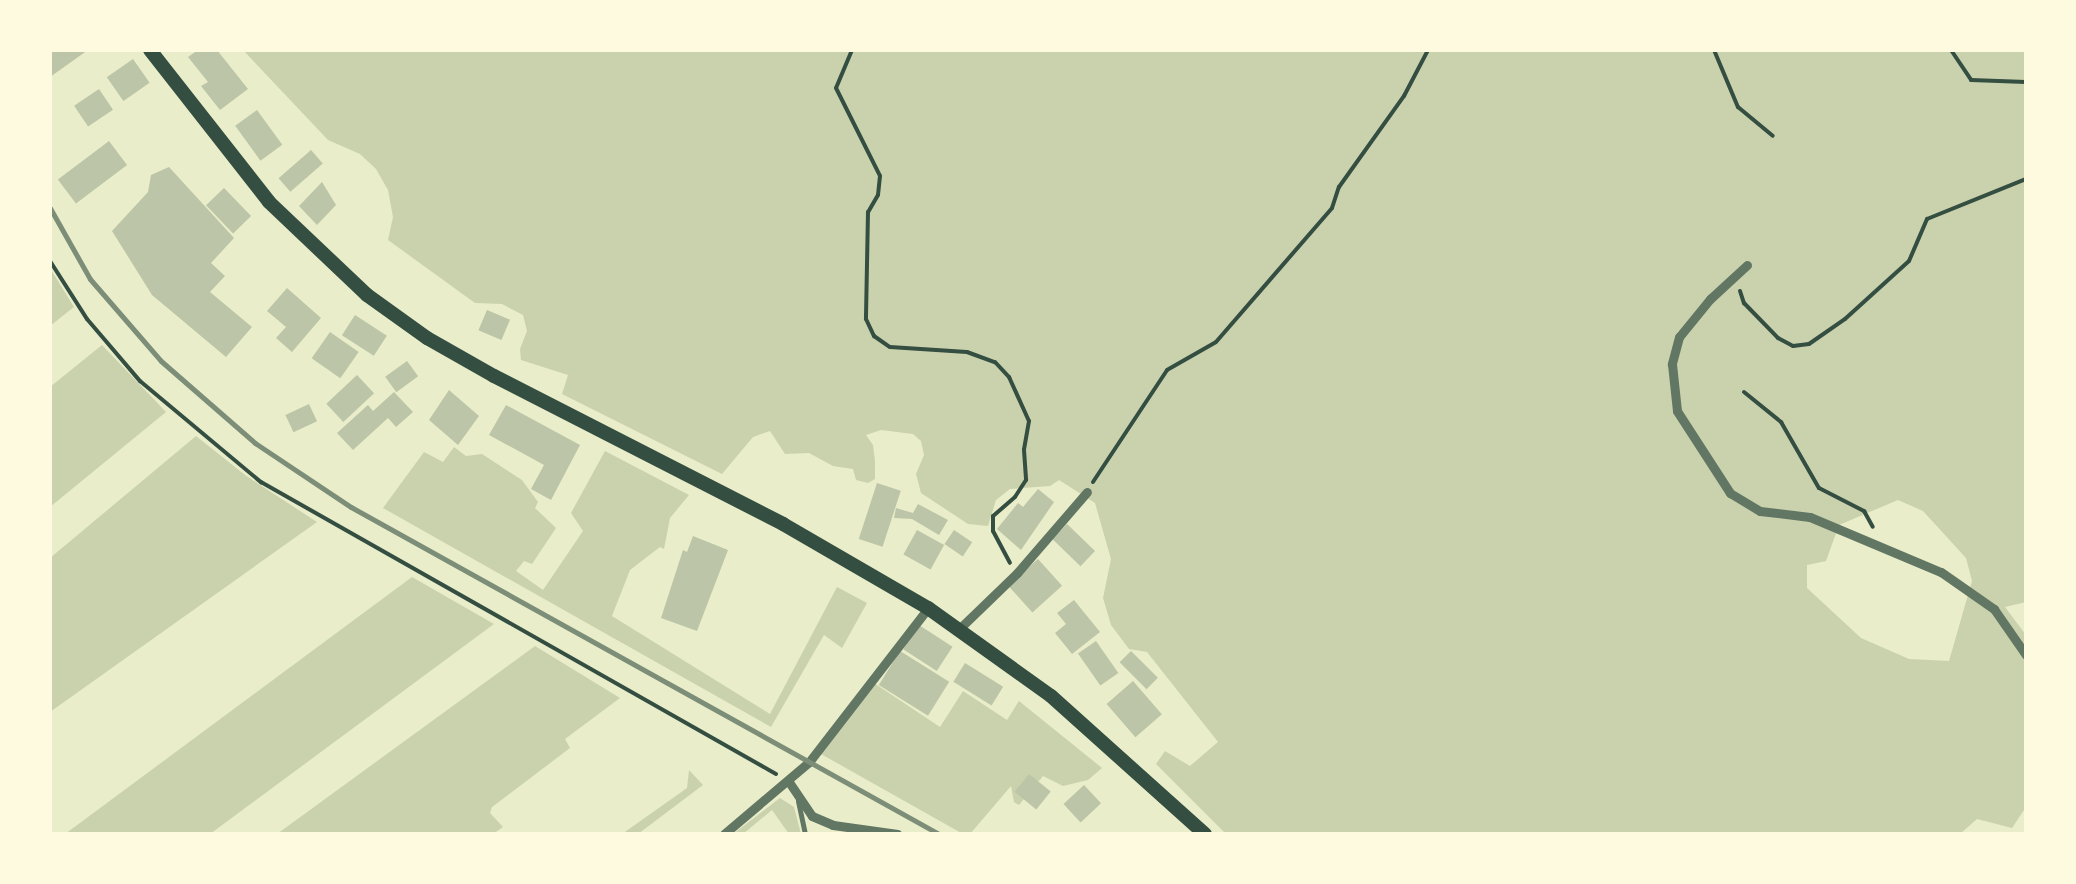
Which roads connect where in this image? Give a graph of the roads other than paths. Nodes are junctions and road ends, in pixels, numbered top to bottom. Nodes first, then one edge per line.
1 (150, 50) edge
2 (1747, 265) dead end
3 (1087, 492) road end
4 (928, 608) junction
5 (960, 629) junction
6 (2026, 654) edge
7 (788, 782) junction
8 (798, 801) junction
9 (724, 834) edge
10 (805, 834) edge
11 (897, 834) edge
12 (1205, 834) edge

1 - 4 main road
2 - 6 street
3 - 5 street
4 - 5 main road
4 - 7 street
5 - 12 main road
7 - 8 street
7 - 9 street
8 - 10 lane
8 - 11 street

...

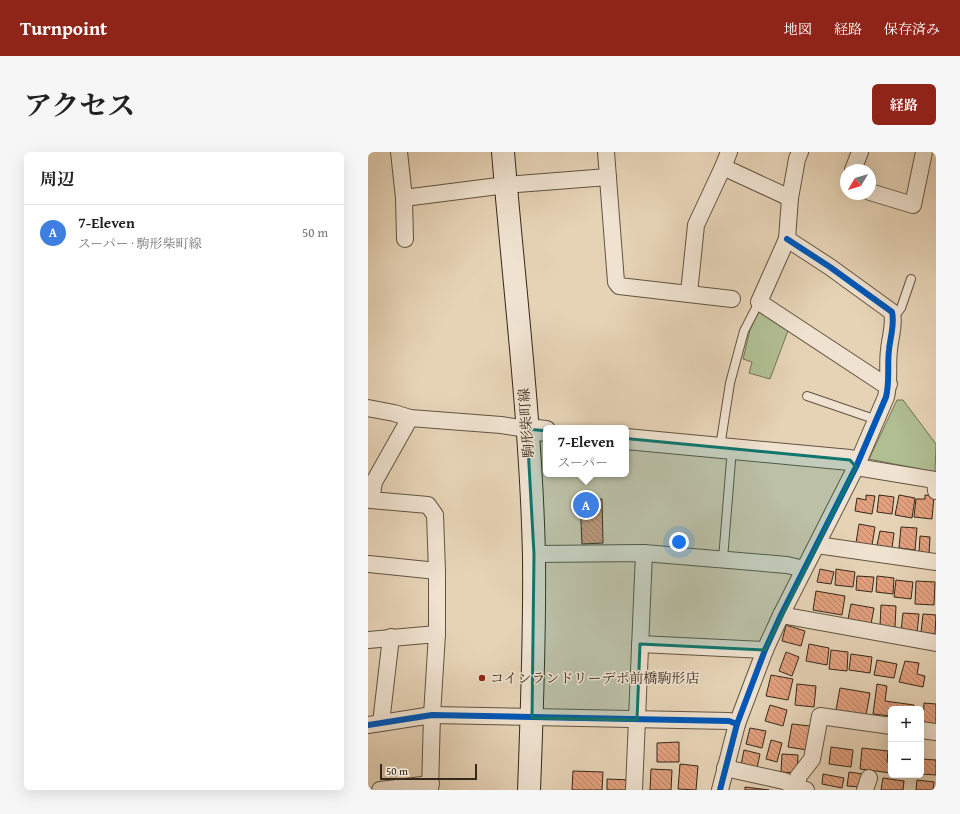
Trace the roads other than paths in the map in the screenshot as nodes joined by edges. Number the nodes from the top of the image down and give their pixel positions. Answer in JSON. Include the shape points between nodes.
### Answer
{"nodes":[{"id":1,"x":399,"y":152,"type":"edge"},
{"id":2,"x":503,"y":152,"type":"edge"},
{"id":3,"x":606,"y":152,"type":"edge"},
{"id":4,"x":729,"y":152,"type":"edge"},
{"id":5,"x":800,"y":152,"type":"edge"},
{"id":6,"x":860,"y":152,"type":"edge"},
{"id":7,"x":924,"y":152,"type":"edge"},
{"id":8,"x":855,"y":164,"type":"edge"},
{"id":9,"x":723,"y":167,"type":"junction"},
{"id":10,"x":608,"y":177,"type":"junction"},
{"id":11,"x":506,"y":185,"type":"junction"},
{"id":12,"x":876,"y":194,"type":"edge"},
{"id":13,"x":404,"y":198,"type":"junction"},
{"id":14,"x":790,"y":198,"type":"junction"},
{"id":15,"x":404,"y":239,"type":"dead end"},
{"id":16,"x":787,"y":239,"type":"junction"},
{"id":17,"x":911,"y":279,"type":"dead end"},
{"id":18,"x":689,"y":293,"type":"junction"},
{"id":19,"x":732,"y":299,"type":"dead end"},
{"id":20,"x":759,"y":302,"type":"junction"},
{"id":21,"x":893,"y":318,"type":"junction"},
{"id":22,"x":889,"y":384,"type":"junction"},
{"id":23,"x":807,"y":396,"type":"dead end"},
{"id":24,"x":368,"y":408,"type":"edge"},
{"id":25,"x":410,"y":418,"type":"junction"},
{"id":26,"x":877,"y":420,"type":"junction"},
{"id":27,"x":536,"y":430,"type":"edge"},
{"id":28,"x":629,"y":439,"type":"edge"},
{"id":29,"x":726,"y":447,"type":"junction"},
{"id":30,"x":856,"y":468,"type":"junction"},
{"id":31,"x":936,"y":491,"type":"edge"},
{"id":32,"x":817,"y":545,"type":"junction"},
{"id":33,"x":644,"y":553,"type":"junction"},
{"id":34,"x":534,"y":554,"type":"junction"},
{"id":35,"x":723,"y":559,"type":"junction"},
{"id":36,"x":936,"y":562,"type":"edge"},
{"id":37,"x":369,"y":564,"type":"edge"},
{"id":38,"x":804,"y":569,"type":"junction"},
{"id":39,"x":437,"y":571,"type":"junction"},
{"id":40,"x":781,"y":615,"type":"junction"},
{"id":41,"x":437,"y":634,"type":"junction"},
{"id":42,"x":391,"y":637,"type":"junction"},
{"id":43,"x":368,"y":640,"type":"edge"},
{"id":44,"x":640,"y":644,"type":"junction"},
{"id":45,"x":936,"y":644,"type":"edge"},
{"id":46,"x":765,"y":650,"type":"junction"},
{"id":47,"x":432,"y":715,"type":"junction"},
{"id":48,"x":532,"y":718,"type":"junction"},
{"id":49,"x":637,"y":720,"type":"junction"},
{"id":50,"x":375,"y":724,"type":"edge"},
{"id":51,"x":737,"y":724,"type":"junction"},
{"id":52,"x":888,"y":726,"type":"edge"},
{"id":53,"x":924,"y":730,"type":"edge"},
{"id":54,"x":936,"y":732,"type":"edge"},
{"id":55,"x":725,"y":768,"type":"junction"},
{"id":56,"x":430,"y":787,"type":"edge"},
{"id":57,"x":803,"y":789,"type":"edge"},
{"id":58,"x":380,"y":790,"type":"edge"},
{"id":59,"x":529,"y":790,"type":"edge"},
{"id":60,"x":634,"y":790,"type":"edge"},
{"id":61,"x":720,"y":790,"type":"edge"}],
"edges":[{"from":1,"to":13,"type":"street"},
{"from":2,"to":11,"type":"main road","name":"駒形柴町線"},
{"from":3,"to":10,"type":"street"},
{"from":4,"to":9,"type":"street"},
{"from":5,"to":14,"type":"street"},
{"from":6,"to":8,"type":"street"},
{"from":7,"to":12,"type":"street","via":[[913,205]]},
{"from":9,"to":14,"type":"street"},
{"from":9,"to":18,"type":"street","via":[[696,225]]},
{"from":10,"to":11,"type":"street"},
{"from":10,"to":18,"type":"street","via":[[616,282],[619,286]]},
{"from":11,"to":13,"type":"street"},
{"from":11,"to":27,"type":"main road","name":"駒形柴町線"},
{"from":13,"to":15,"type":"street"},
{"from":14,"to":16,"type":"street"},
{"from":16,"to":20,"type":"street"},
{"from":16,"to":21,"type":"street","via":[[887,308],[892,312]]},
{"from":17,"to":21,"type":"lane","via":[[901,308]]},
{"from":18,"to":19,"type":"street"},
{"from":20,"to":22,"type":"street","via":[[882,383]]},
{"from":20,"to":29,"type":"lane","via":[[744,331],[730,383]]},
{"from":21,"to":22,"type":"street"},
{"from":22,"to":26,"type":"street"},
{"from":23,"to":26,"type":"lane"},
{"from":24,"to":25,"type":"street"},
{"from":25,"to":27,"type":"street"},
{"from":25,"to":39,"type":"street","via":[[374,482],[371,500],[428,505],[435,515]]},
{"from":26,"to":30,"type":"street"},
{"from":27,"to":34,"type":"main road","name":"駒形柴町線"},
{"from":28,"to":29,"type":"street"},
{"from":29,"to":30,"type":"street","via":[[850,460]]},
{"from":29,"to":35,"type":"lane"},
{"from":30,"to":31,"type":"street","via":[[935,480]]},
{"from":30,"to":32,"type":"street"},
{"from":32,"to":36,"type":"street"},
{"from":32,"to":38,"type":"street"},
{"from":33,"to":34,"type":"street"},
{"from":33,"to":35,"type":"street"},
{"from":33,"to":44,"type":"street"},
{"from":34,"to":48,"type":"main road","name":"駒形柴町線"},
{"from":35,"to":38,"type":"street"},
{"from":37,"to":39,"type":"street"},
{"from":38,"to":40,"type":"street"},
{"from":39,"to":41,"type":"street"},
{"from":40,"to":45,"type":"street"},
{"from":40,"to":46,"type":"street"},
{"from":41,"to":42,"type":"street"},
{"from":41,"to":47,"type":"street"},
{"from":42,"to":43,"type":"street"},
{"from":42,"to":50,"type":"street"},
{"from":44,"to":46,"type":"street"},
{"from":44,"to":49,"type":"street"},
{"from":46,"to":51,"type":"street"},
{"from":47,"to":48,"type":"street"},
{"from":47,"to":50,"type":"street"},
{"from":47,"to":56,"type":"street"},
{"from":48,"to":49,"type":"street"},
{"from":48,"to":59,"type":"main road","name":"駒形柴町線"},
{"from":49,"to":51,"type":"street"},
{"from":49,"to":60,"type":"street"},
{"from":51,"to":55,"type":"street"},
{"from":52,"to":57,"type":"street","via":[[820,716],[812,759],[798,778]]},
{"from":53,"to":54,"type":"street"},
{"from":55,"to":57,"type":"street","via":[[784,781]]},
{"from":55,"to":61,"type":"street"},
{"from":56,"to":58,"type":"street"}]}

* * *

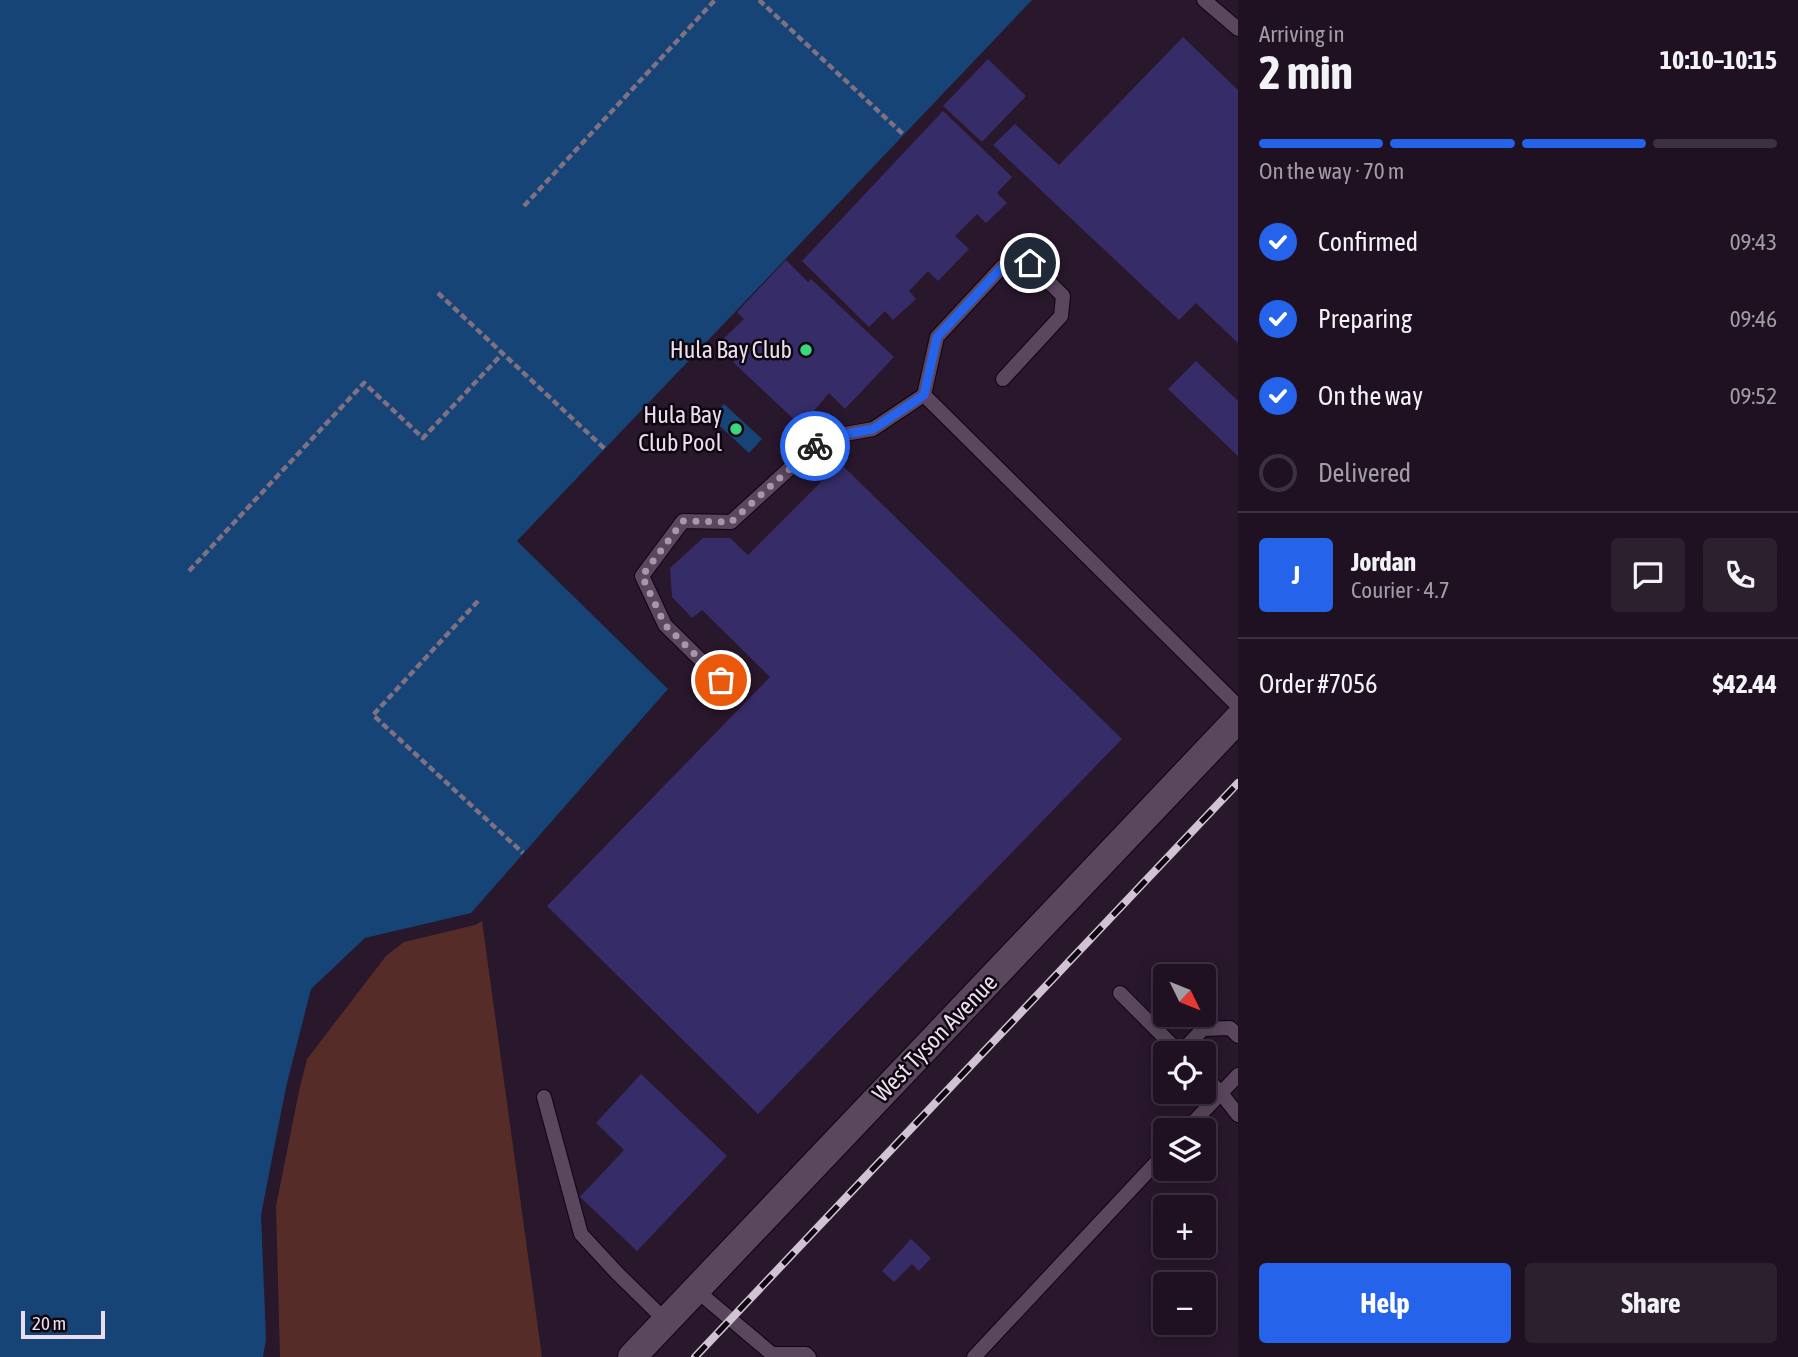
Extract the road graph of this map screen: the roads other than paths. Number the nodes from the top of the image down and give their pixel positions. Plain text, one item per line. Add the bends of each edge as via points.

# [WHAT IS REQUIRED]
When a line in the material includes the word "their", copy it out.

# [ANSWER TO THIS TASK]
Trace the roads other than paths in the map in the screenshot as nodes joined by edges. Number the nodes from the top of the image down and give their pixel positions. Answer in JSON. Include the shape points between nodes.
Extract the road graph of this map screen: the roads other than paths. Number the nodes from the top of the image down and give their pixel positions. Plain text, one item per line. Add the bends of each edge as via points.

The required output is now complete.